■ Required work ■
Using the listing below, retype the line bearing "pinky pip: (308, 307)" and each line after it, word for word, and nothing further.

■ Supplied material ■
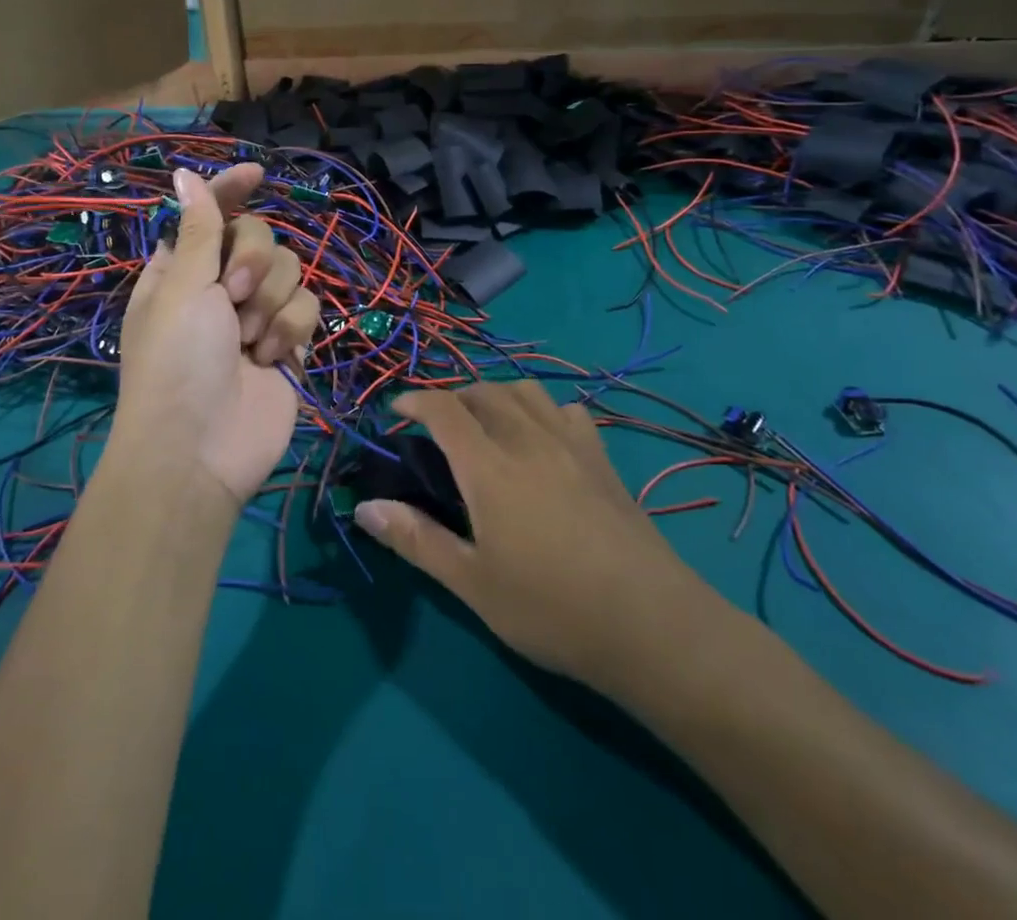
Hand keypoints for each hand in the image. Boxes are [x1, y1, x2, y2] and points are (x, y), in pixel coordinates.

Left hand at [114, 164, 320, 504]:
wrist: (201, 449)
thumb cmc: (176, 361)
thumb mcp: (181, 288)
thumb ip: (198, 229)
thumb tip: (184, 173)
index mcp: (183, 268)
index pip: (211, 213)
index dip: (231, 189)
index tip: (257, 172)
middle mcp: (221, 285)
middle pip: (260, 236)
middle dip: (253, 261)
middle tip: (233, 294)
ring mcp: (258, 314)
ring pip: (291, 269)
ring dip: (271, 302)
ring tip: (248, 341)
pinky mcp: (289, 341)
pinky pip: (308, 307)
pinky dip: (291, 329)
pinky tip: (270, 359)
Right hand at [356, 381, 711, 686]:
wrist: (651, 624)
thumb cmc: (552, 609)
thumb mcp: (473, 584)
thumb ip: (417, 540)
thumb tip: (365, 508)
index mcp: (489, 466)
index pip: (444, 409)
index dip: (415, 400)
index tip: (396, 409)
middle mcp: (528, 439)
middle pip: (484, 391)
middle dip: (453, 398)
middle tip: (437, 428)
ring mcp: (571, 444)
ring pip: (526, 391)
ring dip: (496, 396)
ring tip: (486, 426)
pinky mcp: (603, 459)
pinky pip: (566, 410)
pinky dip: (543, 410)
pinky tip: (543, 440)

■ Exercise solution ■
pinky pip: (308, 307)
pinky dip: (291, 329)
pinky tip: (270, 359)
Right hand at [356, 381, 711, 686]:
wrist: (651, 624)
thumb cmc: (552, 609)
thumb mcp: (473, 584)
thumb ip: (417, 540)
thumb tip: (365, 508)
index mcp: (489, 466)
index pip: (444, 409)
index dip: (415, 400)
index tip: (396, 409)
middle mcp: (528, 439)
middle pip: (484, 391)
middle dip: (453, 398)
middle tip: (437, 428)
ring mcp: (571, 444)
ring pip: (526, 391)
ring dip: (496, 396)
ring tip: (486, 426)
pinky mcp: (603, 459)
pinky pip: (566, 410)
pinky dip: (543, 410)
pinky tip: (543, 440)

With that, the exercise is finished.